Falls in people aged 65 and over are a common reason for visits to the Spanish public emergency services (6 patients are treated for falls with injuries every day). Having suffered such an incident previously is a risk factor for new falls.

It is worth noting that 8 out of 10 falls occur during the day and are witnessed by another person. This is what happened to Carmen, and her granddaughter’s help was the key to calling the emergency services. In fact, in most cases (68%), the person who falls cannot get up alone: only 15.5% do so.

Although a fall can have multiple causes, it has been shown that extrinsic or external factors are the most frequent, these being the reason for 58% of cases. These factors include, inside the home, the state of the floors and the unsuitable use of carpets or bathtubs. Outside, tripping over curbs, wet floors, holes and potholes are the most frequent culprits. Cardiovascular and neurological disorders are among the most frequent intrinsic patientrelated factors.

It is remarkable that almost all falls produce some type of injury requiring urgent medical attention and that in 4 out of 10 cases there is a fracture and a serious intracranial injury (in 2.5 %). Indeed, 12% of patients require surgery.
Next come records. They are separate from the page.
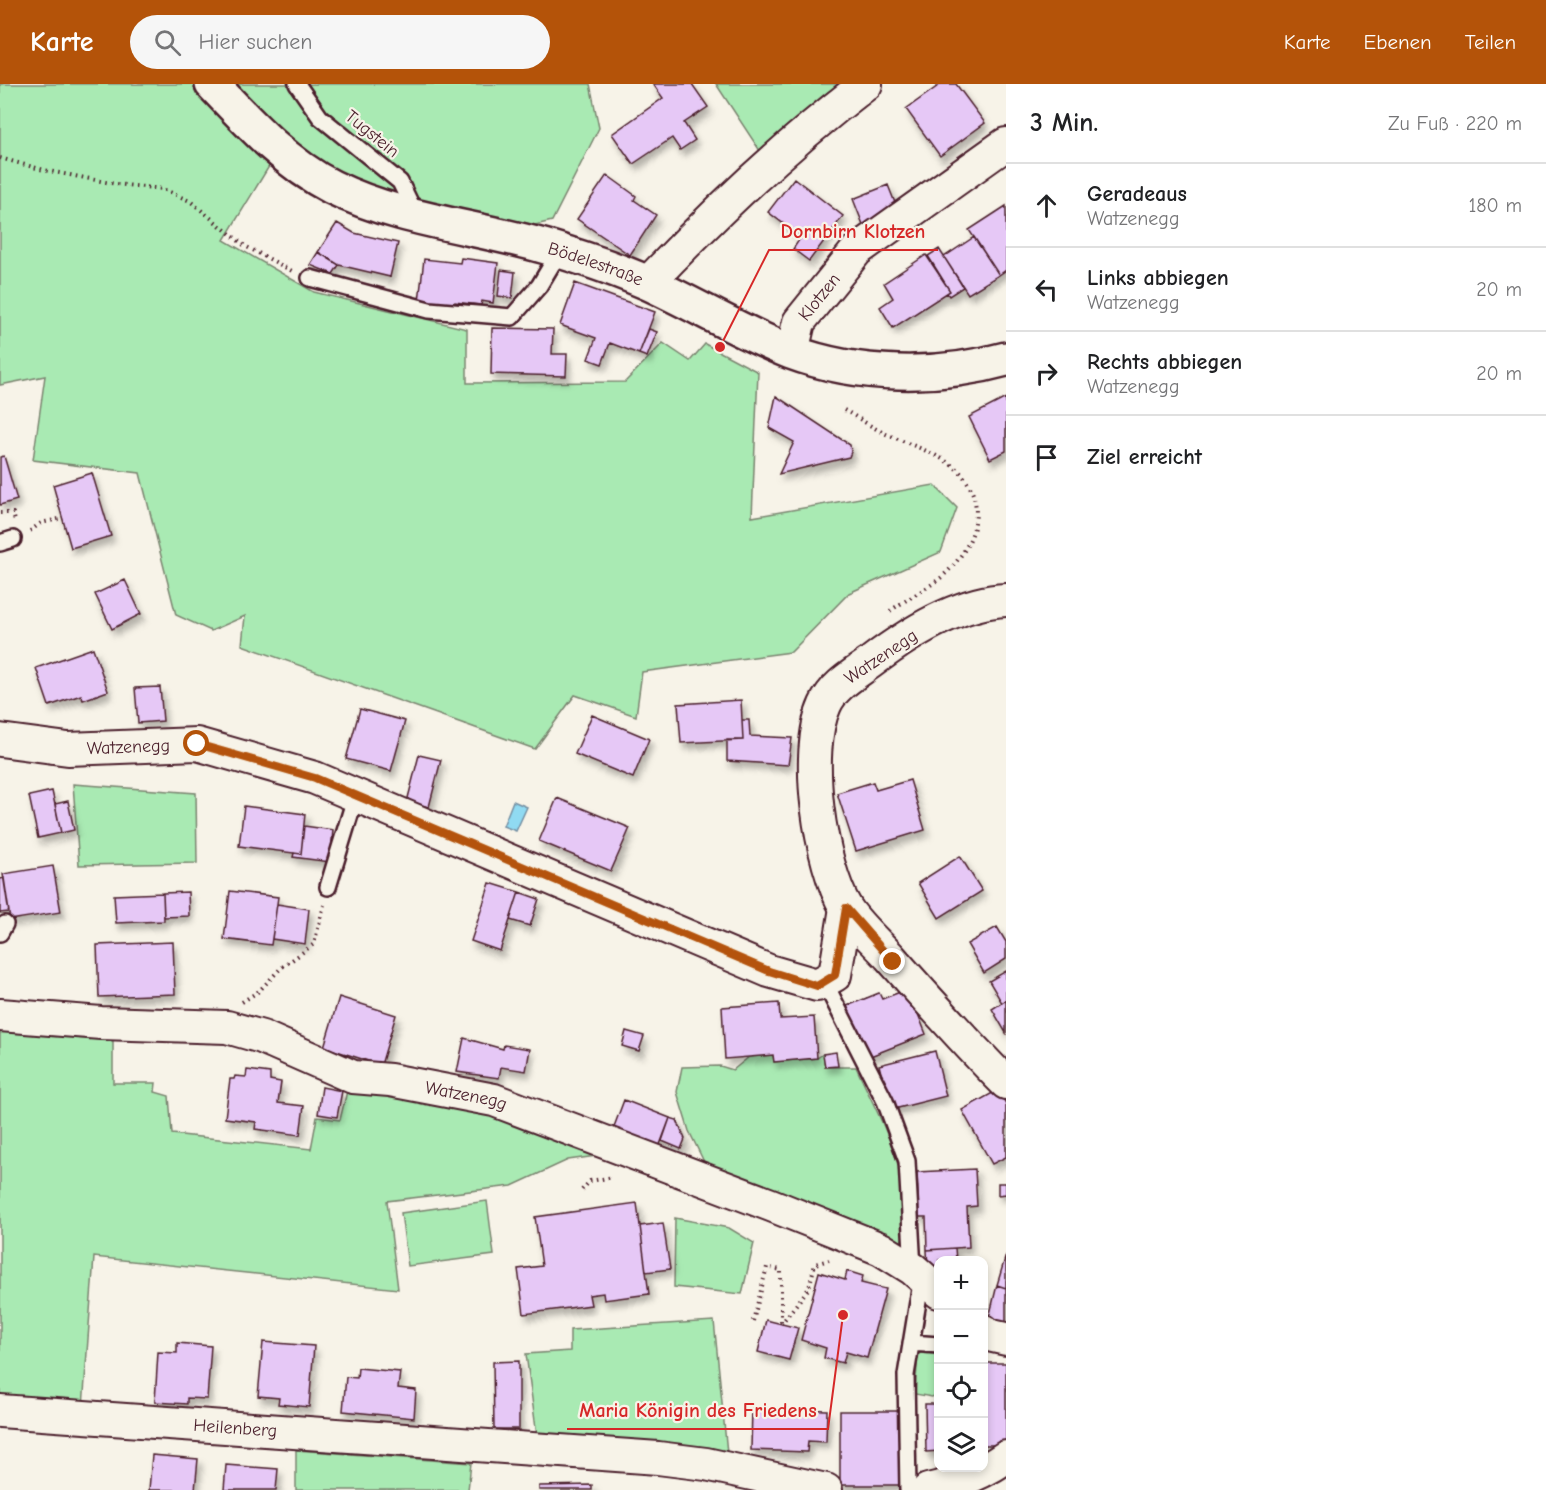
<!DOCTYPE html>
<html lang="de">
<meta charset="utf-8">
<style>
:root{--surface:#fff;--page:#f6f6f6;--text:#202124;--muted:#757577;--line:#e0e0e0;--accent:#b45309}
body{margin:0;font-family:"Comic Neue",sans-serif;background:var(--page);color:var(--text)}
.controls{position:absolute;right:18px;bottom:18px;display:grid;overflow:hidden;border-radius:12px;box-shadow:0 3px 9px #0003}
.controls button{width:54px;height:54px;display:grid;place-items:center;padding:0;border:0;border-bottom:2px solid var(--line);background:var(--surface);color:var(--text);font:30px sans-serif}
.stop{position:absolute;width:18px;height:18px;margin:-14px;border:4px solid #b45309;border-radius:50%;background:#fff}
.stop.end{background:#b45309;border-color:#fff;box-shadow:0 2px 6px #0008}
.list{margin:0;padding:0;list-style:none}
h2{display:flex;justify-content:space-between;align-items:center;height:78px;margin:0;padding:0 24px;font-size:26px}
h2 small{font-size:20px;font-weight:400;color:var(--muted)}
.list li{display:grid;grid-template-columns:39px 1fr auto;gap:18px;align-items:center;box-sizing:border-box;height:84px;padding:0 24px;border-top:2px solid var(--line)}
.list b{display:block;font-size:22px;white-space:nowrap}
.list p{margin:0;font-size:20px;white-space:nowrap;color:var(--muted)}
.list em{font-size:20px;font-style:normal;color:var(--muted)}
.icon{flex:none;width:33px;height:33px;fill:none;stroke:currentColor;stroke-width:2;stroke-linecap:round;stroke-linejoin:round}
.map{position:relative;flex:none;width:1006px;height:1406px;overflow:hidden}
header{display:flex;align-items:center;gap:36px;box-sizing:border-box;height:84px;padding:0 30px;background:var(--accent);color:#fff}
header strong{font-size:28px}
nav{display:flex;gap:33px;margin-inline-start:auto;font-size:21px}
.search{width:420px;height:54px;background:var(--page);display:flex;align-items:center;gap:15px;box-sizing:border-box;padding:0 21px;border-radius:33px;color:var(--muted);font-size:22px}
main{display:flex}
aside{flex:1;background:var(--surface)}
.map>svg:first-child{display:block}
.green{fill:#a9eab3;stroke:#7a846f;stroke-width:1.5}
.water{fill:#90daf2;stroke:#748fa2;stroke-width:1.5}
.building{fill:#e6c8f6;stroke:#4a1f2b;stroke-width:1.5;filter:url(#shadow)}
.lines{fill:none;stroke-linecap:round;stroke-linejoin:round}
.lane-casing{stroke:#4a1f2b;stroke-width:20}
.street-casing{stroke:#4a1f2b;stroke-width:36}
.secondary-casing{stroke:#4a1f2b;stroke-width:38}
.path{stroke:#4a1f2b;stroke-width:4;stroke-dasharray:1.5 4.5;stroke-linecap:butt}
.lane{stroke:#f7f3e8;stroke-width:15}
.street{stroke:#f7f3e8;stroke-width:32}
.secondary{stroke:#f7f3e8;stroke-width:33}
.route{stroke:#b45309;stroke-width:8}
.labels{text-anchor:middle;dominant-baseline:central;stroke-width:4.5;stroke-linejoin:round;paint-order:stroke}
.street-label{font-size:18px;fill:#4a1f2b;stroke:#f7f3e8}
.leader{fill:none;stroke:#d62828;stroke-width:2}
.callout-dot{fill:#d62828;stroke:#f7f3e8;stroke-width:2}
.callout-label{font-size:20px;text-anchor:middle;font-weight:bold;fill:#d62828;stroke:#f7f3e8;stroke-width:4.5;stroke-linejoin:round;paint-order:stroke}
</style>
<header>
<strong>Karte</strong>
<div class="search"><svg class="icon" aria-label="search" viewBox="0 0 24 24"><circle cx="10" cy="10" r="6"/><path d="M15 15l6 6"/></svg>Hier suchen</div>
<nav><a>Karte</a><a>Ebenen</a><a>Teilen</a></nav>
</header>
<main>
<div class="map">
<svg width="1006" height="1406" viewBox="0 0 1006 1406">
<defs>
<filter id="shadow"><feDropShadow dx="3.5" dy="6" stdDeviation="3" flood-color="#0004"/></filter>
</defs>
<rect width="100%" height="100%" fill="#f7f3e8"/>
<filter id="ink" filterUnits="userSpaceOnUse"><feTurbulence type="fractalNoise" baseFrequency=".0167" numOctaves="2"/><feDisplacementMap in="SourceGraphic" scale="12" xChannelSelector="R" yChannelSelector="G"/><feConvolveMatrix kernelMatrix="1 2 1 2 8 2 1 2 1" color-interpolation-filters="sRGB"/></filter>
<g filter="url(#ink)">
<path class="green" d="M0,0H590L599,44L552,137L535,141L357,103L285,56L224,156L314,208L467,245V299L625,298L663,259L690,277L705,260L758,288L752,433L934,401L957,424L941,468L849,509L791,568L642,588L636,632L575,611L535,665L242,561L245,532L211,547L176,531L140,389L33,376L45,292L0,301Z
M716,0H852L762,70Z
M73,700L196,709L197,779L79,781Z
M0,938L113,948V999H156L155,1008L169,1012L172,1050L311,1065L317,1033L340,1036L347,1007L385,1006L490,1025L611,1070L568,1076L512,1102L387,1117L398,1205L94,1173L83,1323L0,1320Z
M823,970L825,983H856C882,1040 917,1096 901,1161L708,1086L689,1047L677,1008L682,983L720,982L733,986L749,973L773,971L774,978L817,974Z
M487,1117L494,1171L408,1182L401,1129Z
M675,1134L729,1144L754,1159L742,1210L674,1203Z
M714,1237L727,1369L537,1352L526,1270L570,1267V1246Z
M918,1269L935,1270L938,1279V1309L932,1313L915,1310Z
M296,1366L471,1379L468,1406H296Z"/>
<path class="water" d="M513,717L527,723L516,747L503,742Z"/>
<path class="building" d="M653,0H692L708,23L684,39L695,56L680,66L672,54L633,80L612,50L663,14Z
M941,0H956L985,39L940,72L906,25Z
M607,91L636,112L634,116L656,131L630,171L577,135Z
M794,94L843,132L809,177L793,165L801,153L768,128Z
M888,101L899,129L864,143L853,115Z
M1006,122V186L999,191L969,146Z
M337,139L354,149L398,159L390,193L339,181L318,168Z
M974,153L999,191L968,210L944,173Z
M939,165L963,203L949,212L947,209L950,207L928,172Z
M318,168L339,181L333,190L310,181Z
M926,171L950,207L893,244L880,223L893,214L884,199Z
M461,174L498,179L493,219L482,217L481,221L455,218V221L419,217L424,175L460,179Z
M501,186L515,188L512,214L498,212Z
M575,199L655,228L639,270L610,259L602,280L588,275L596,254L560,241Z
M492,244L553,245L552,270H567L566,292L491,290Z
M649,245L657,248L647,273L639,270Z
M776,312L850,361L851,368L849,373L779,390L794,358L769,344Z
M1006,314V367L990,375L969,333Z
M4,372L17,416L0,421V373Z
M92,389L111,452L71,464L53,401Z
M125,496L141,530L112,545L95,510Z
M93,564L108,607L83,616L81,611L49,622L36,584Z
M160,603L163,637L138,639L135,604Z
M741,616L743,656L681,659L678,620Z
M360,625L405,637L391,687L346,675Z
M592,631L649,655L633,694L575,670Z
M742,636H749L750,652L792,654L788,681L727,677V656H743Z
M419,671L441,676L429,723L407,718Z
M910,696L925,746L856,767L837,709L873,698L876,706Z
M52,707L61,749L38,754L29,712Z
M557,714L630,744L611,787L539,757Z
M68,717L74,746L61,749L55,720Z
M244,722L305,730L301,770L239,762Z
M304,742L333,746L330,778L293,773L294,769L301,770Z
M960,772L982,807L939,834L918,799Z
M53,782L61,828L10,836L3,790Z
M4,794L9,828L0,829V795Z
M490,799L519,808L500,867L471,857Z
M230,807L278,813L271,861L224,855Z
M188,808L189,832L164,833L163,809Z
M519,808L539,815L530,842L510,836Z
M163,809L164,837L116,839L114,811Z
M277,820L309,825L305,860L272,855Z
M997,843L1006,858V875L984,889L967,860Z
M173,858L175,910L99,913L97,861Z
M1006,887V916L1002,919L989,897Z
M908,905L926,950L868,973L847,922L879,909L882,915Z
M339,913L396,931L381,981L324,963Z
M1006,916V949L992,925Z
M779,919L780,935L814,933L817,974L774,978L773,971L725,975L722,923Z
M626,947L644,952L639,967L622,962Z
M464,954L503,965L504,961L530,965L526,987L501,983L499,994L457,988Z
M935,967L946,1012L890,1026L879,981Z
M836,968L838,982L825,983L823,970Z
M247,986L270,989V996L281,998L278,1019L304,1022L300,1051L255,1045L256,1038L225,1034L230,995H234L235,992L246,993Z
M322,1003L342,1007L337,1033L318,1030Z
M998,1006L1006,1020V1073L992,1080L962,1026Z
M624,1016L670,1034L658,1066L612,1048Z
M670,1034L677,1036L685,1055L681,1065L662,1057Z
M975,1085L977,1122L967,1123L969,1163L927,1166L926,1133H919L917,1088Z
M998,1099H1006V1110L998,1111Z
M637,1119L649,1210L604,1216L603,1209L589,1211L591,1221L524,1230L518,1185L542,1182L535,1133Z
M663,1139L670,1185L646,1188L640,1142Z
M955,1164L956,1176H939V1184L928,1185L927,1166Z
M1006,1171V1204L997,1201Z
M847,1187L863,1192L861,1199L886,1205L867,1274L846,1268L843,1279L824,1274L826,1264L801,1256L819,1188L845,1196Z
M997,1201L1006,1204V1247L987,1242Z
M766,1236L798,1244L789,1276L758,1268Z
M263,1258L314,1262L309,1323L278,1320L279,1314L258,1312Z
M177,1259L211,1262L207,1315L187,1314V1320L155,1318L158,1268L177,1269Z
M519,1277V1345H494L493,1278Z
M984,1279H1006V1361H985L984,1366Z
M358,1284L400,1288L398,1304L416,1306L414,1334L343,1327L346,1293L357,1294Z
M925,1320H939V1367L926,1368Z
M752,1324L827,1326L826,1358L808,1357L807,1368L751,1366Z
M840,1327H900V1401H840Z
M152,1371L198,1375L195,1406H149Z
M226,1381L278,1385L276,1406H224Z
M592,1401V1406H539V1402Z"/>
<g class="lines">
<g class="lane-casing">
<path id="lane" d="M297,0L320,33L400,98L416,131
M310,194L429,226L512,233L539,202L560,167
M0,459L13,455
M328,803L356,711
M0,849L5,840
M817,901L831,911L885,1017L907,1077L913,1185
M911,1259L939,1261
M908,1406L906,1291L922,1193"/>
</g>
<g class="street-casing">
<g id="street">
<path d="M648,199C716,127 787,60 866,0"/>
<path id="s1" d="M792,268L799,238L857,166L1006,60"/>
<path d="M1006,516C958,518 909,549 871,578C855,590 834,601 825,621C803,668 820,780 846,824C857,841 875,857 889,872C927,915 965,958 1006,999"/>
<path id="s2" d="M0,656L68,665L197,660L315,694L769,887L817,901L835,891L846,824"/>
<path id="s3" d="M0,931L101,939L227,943L262,953L353,993L390,996L494,1016L771,1121L881,1165L913,1185L939,1208"/>
<path d="M984,1247L988,1251L1006,1255"/>
<path id="s4" d="M0,1327L658,1374L706,1380L826,1406"/>
<path d="M928,1406C956,1400 983,1389 1006,1373"/>
</g>
</g>
<g class="secondary-casing">
<g id="secondary">
<path id="s5" d="M212,0C248,38 285,79 332,103C405,139 487,143 563,168C592,177 621,187 648,199C696,221 742,249 791,268C858,293 938,294 1006,275"/>
</g>
</g>
<path class="path" d="M0,74L44,86L116,100L163,105L190,117L245,162L292,187
M844,326C857,333 870,342 884,349C907,360 949,372 964,393C989,427 971,466 944,491C932,502 905,516 890,527
M0,429H13L15,437
M30,447L41,439L63,434
M242,918L259,907L281,884L314,860L324,821
M582,1106L590,1097L613,1093
M753,1237L767,1183L781,1186V1239
M781,1240L809,1204L815,1180L829,1176"/>
<use href="#lane" class="lane"/>
<use href="#street" class="street"/>
<use href="#secondary" class="secondary"/>
</g>
</g>
<g class="lines" filter="url(#ink)">
<path class="route" d="M197,660L315,694L769,887L817,902L835,891L846,824L893,878"/>
</g>
<g class="labels">
<g class="street-label">
<text transform="translate(372 50) rotate(39)">Tugstein</text>
<text stroke="none"><textPath href="#s5" startOffset="434">Bödelestraße</textPath></text>
<text stroke="none"><textPath href="#s1" startOffset="63">Klotzen</textPath></text>
<text transform="translate(881 573) rotate(-34)">Watzenegg</text>
<text stroke="none"><textPath href="#s2" startOffset="129">Watzenegg</textPath></text>
<text stroke="none"><textPath href="#s3" startOffset="478">Watzenegg</textPath></text>
<text stroke="none"><textPath href="#s4" startOffset="236">Heilenberg</textPath></text>
</g>
</g>
<path class="leader" d="M720 263L769 166H938M843 1231L828 1345H567"/>
<g class="callout-dot">
<circle cx="720" cy="263" r="6"/>
<circle cx="843" cy="1231" r="6"/>
</g>
<g class="callout-label">
<text x="853" y="154">Dornbirn Klotzen</text>
<text x="698" y="1333">Maria Königin des Friedens</text>
</g>
</svg>
<div class="controls">
<button>+</button>
<button>−</button>
<button><svg class="icon" aria-label="locate" viewBox="0 0 24 24"><circle cx="12" cy="12" r="6"/><path d="M12 2v4M12 18v4M2 12h4M18 12h4"/></svg></button>
<button><svg class="icon" aria-label="layers" viewBox="0 0 24 24"><path d="M12 4l9 5-9 5-9-5zM3 14l9 5 9-5"/></svg></button>
</div>
<div class="stop" style="left:197px;top:660px"></div>
<div class="stop end" style="left:893px;top:878px"></div>
</div>
<aside>
<h2>3 Min.<small>Zu Fuß · 220 m</small></h2>
<ul class="list">
<li><svg class="icon" aria-label="ahead" viewBox="0 0 24 24"><path d="M12 20V5M6 11l6-6 6 6"/></svg><div><b>Geradeaus</b><p>Watzenegg</p></div><em>180 m</em></li>
<li><svg class="icon" aria-label="left" viewBox="0 0 24 24"><path d="M17 20v-9H6M10 6l-5 5 5 5"/></svg><div><b>Links abbiegen</b><p>Watzenegg</p></div><em>20 m</em></li>
<li><svg class="icon" aria-label="right" viewBox="0 0 24 24"><path d="M7 20v-9h11M14 6l5 5-5 5"/></svg><div><b>Rechts abbiegen</b><p>Watzenegg</p></div><em>20 m</em></li>
<li><svg class="icon" aria-label="arrive" viewBox="0 0 24 24"><path d="M6 21V4h12l-3 4 3 4H6"/></svg><div><b>Ziel erreicht</b></div></li>
</ul>
</aside>
</main>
Falls have physical and psychological repercussions, but also functional ones: 15% of the people who were completely independent become partially dependent and 2% become totally dependent. In addition, 19% require some kind of walking assistance.

The study also examines the consumption of extraand intra-hospital resources, as well as the quality of emergency care. It shows that one in three people need medical assistance at the site of the fall and 46% require an ambulance to get to hospital. Once there, the most frequently performed test is an x-ray, in 85.1% of cases. 23.5% of the patients treated in the emergency department require admission to the hospital.

Finally, it should be noted that, in this study, 11% died six months after the fall and another 11% re-injured themselves.

Drawing conclusions

To prevent future falls, it is important to look deeper into the possible etiological medical causes, as well as to eliminate extrinsic risks both in the home and on public thoroughfares. Carmen tripped over a wire that was not supposed to be there; this caused a broken hip and the consequent operation. It was later discovered that Antonio was developing Alzheimer’s and this was probably one of the reasons he had lost the strength he needed to walk down the stairs properly.

The key is to raise awareness of the risks of falls and their consequences. We must be aware in order to prevent. We should adopt the necessary measures so that falls are no longer seen as frequently as they are in hospital emergency rooms.